From: Eric Voisard (eric.voisard@atisuher.ch)
Date: Tue Jan 15 2008 - 07:08:22 EST


Hi there,

One of the Sun Fire 280R we have by a customer started to have problems.
As it apparently wasn't online anymore, we connected to the serial
console (it's headless) to see that it was down to the OK prompt.
Trying to boot from there caused the following:

===
{0} ok
{0} ok boot
Resetting ...
Corrected ECC Error
{0} ok boot
FATAL: OpenBoot initialization sequence prematurely terminated.

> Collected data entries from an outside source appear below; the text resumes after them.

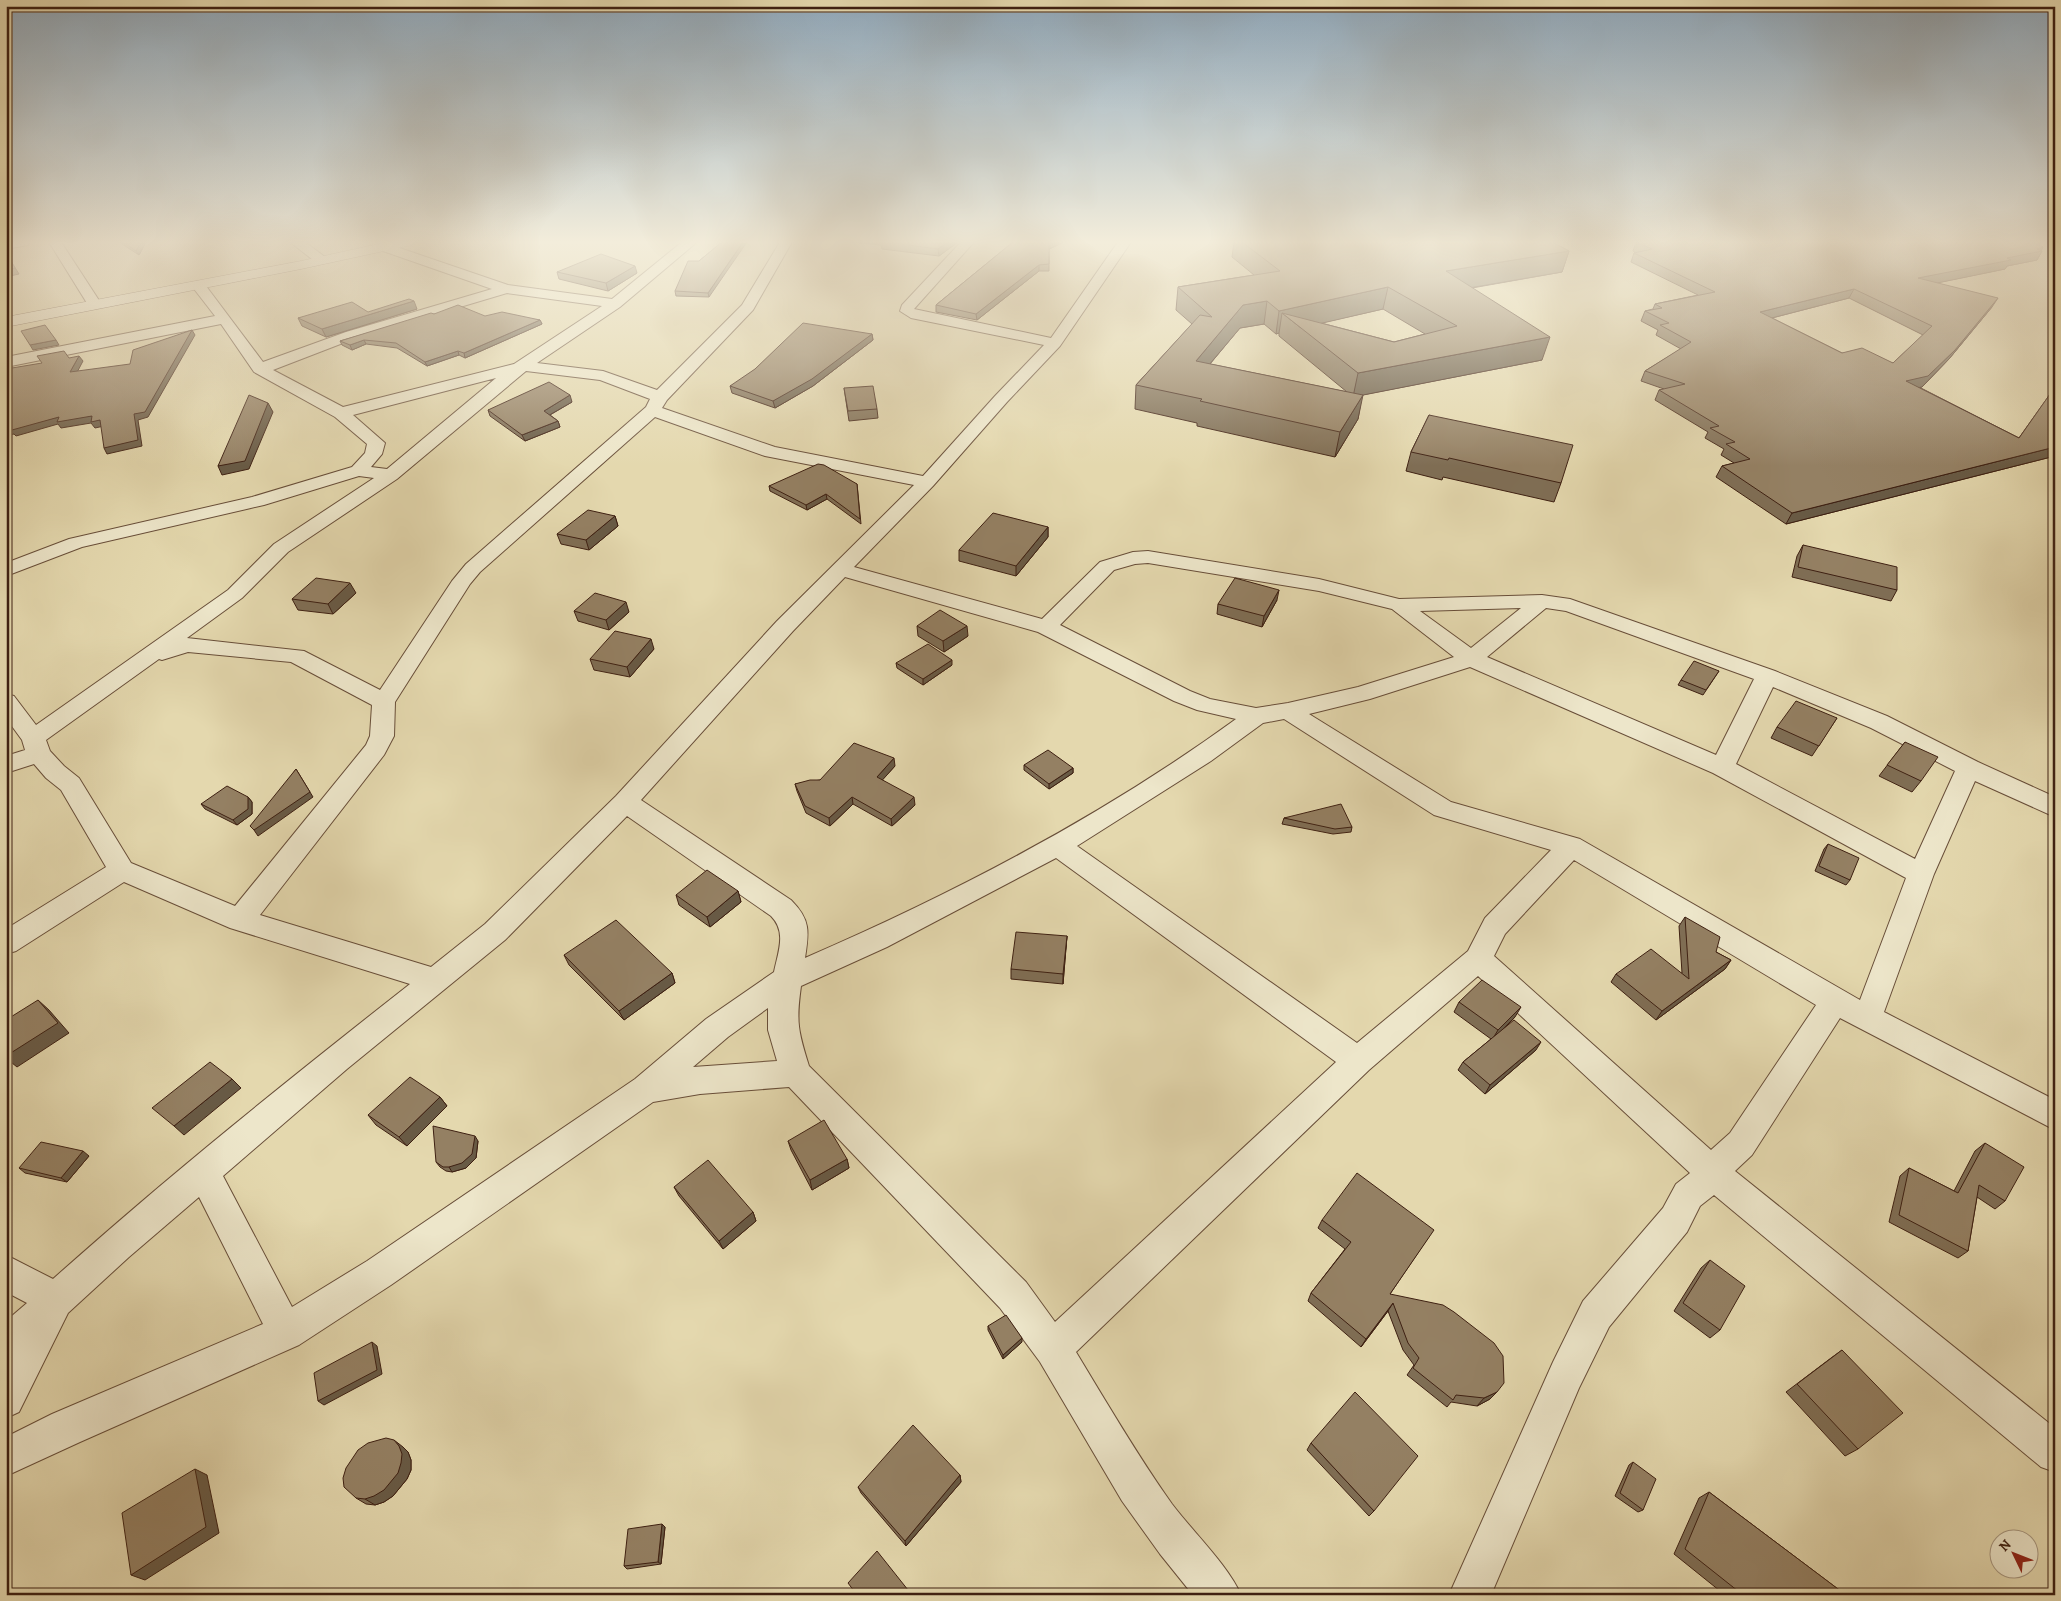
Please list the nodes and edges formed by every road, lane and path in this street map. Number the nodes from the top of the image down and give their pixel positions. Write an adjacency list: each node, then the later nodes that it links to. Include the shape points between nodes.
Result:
1 (34, 317): 8 (street)
2 (413, 317): 11 (street)
3 (596, 317): 12 (street)
4 (739, 317): 13 (street)
5 (925, 317): 9 (street)
6 (1072, 317): 9 (street)
7 (225, 319): 10 (street); 11 (street)
8 (6, 322)
9 (1055, 342): 17 (street)
10 (6, 362)
11 (260, 369): 14 (street)
12 (516, 370): 13 (street, via 526,366 603,376); 14 (street); 16 (street)
13 (656, 403): 17 (street, via 771,452); 27 (street, via 473,568)
14 (341, 413): 15 (street, via 376,443 373,454)
15 (358, 471): 16 (street); 18 (street, via 257,501 86,540)
16 (392, 475): 23 (street, via 281,548 235,594)
17 (927, 482): 19 (street)
18 (6, 570)
19 (842, 570): 22 (street); 34 (street, via 785,626)
20 (1542, 601): 21 (street); 24 (street); 25 (street, via 1595,613)
21 (1399, 605): 22 (street, via 1319,585 1141,558 1107,566); 24 (street)
22 (1046, 627): 29 (street, via 1182,696)
23 (150, 656): 27 (street, via 187,645 296,656); 30 (street)
24 (1472, 659): 28 (street, via 1362,694); 32 (street)
25 (1767, 676): 32 (street); 33 (street, via 1879,722)
26 (6, 701): 30 (street)
27 (384, 702): 40 (street, via 382,736 376,749)
28 (1288, 711): 29 (street); 37 (street, via 1442,809)
29 (1256, 716): 36 (street, via 1203,754)
30 (36, 746): 31 (street); 38 (street, via 55,772 70,784)
31 (6, 765)
32 (1722, 767): 39 (street)
33 (1968, 768): 35 (street); 39 (street)
34 (625, 802): 43 (street, via 791,918 795,931); 44 (street, via 495,932)
35 (2055, 808)
36 (1058, 846): 43 (street, via 877,939); 47 (street)
37 (1571, 846): 42 (street, via 1495,926); 45 (street)
38 (122, 870): 40 (street); 41 (street)
39 (1922, 874): 46 (street)
40 (240, 920): 44 (street)
41 (6, 943)
42 (1478, 959): 47 (street); 52 (street)
43 (788, 979): 48 (street, via 783,1030); 49 (street, via 717,1028)
44 (436, 980): 51 (street)
45 (1835, 1001): 46 (street); 52 (street, via 1741,1144 1722,1161)
46 (1868, 1017): 50 (street)
47 (1358, 1061): 57 (street)
48 (796, 1073): 49 (street, via 700,1080); 57 (street, via 1013,1295)
49 (646, 1088): 55 (street, via 379,1273)
50 (2055, 1116)
51 (203, 1172): 54 (street); 55 (street)
52 (1714, 1174): 59 (street); 62 (street, via 1688,1195 1675,1220 1596,1314)
53 (6, 1272): 54 (street)
54 (56, 1300): 56 (street); 58 (street)
55 (286, 1332): 60 (street)
56 (6, 1346)
57 (1053, 1349): 61 (street, via 1136,1487 1174,1540)
58 (6, 1399)
59 (2055, 1453)
60 (6, 1457)
61 (1220, 1595)
62 (1470, 1595)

FATAL: system is not bootable, boot command is disabled
z~} ok |
@(#)OBP 4.10.11 2003/09/25 11:53 Sun Fire 280R
Power-On Reset
 [then the system booted up to unix...]
===

It then kept running for a couple of hours and then froze up (no OK
prompt available).

Nothing logged in the system's messages. The computer simply stopped
working without notice. Rebooting in diag mode and with diag-level set
to the max reported no problem (given previous ECC message, I was
expecting something related to the memory)..

We can't keep the system up and running, it now always fails after
having worked properly in the same conditions (as a warm standby server,
hence mostly idling) during a couple of years.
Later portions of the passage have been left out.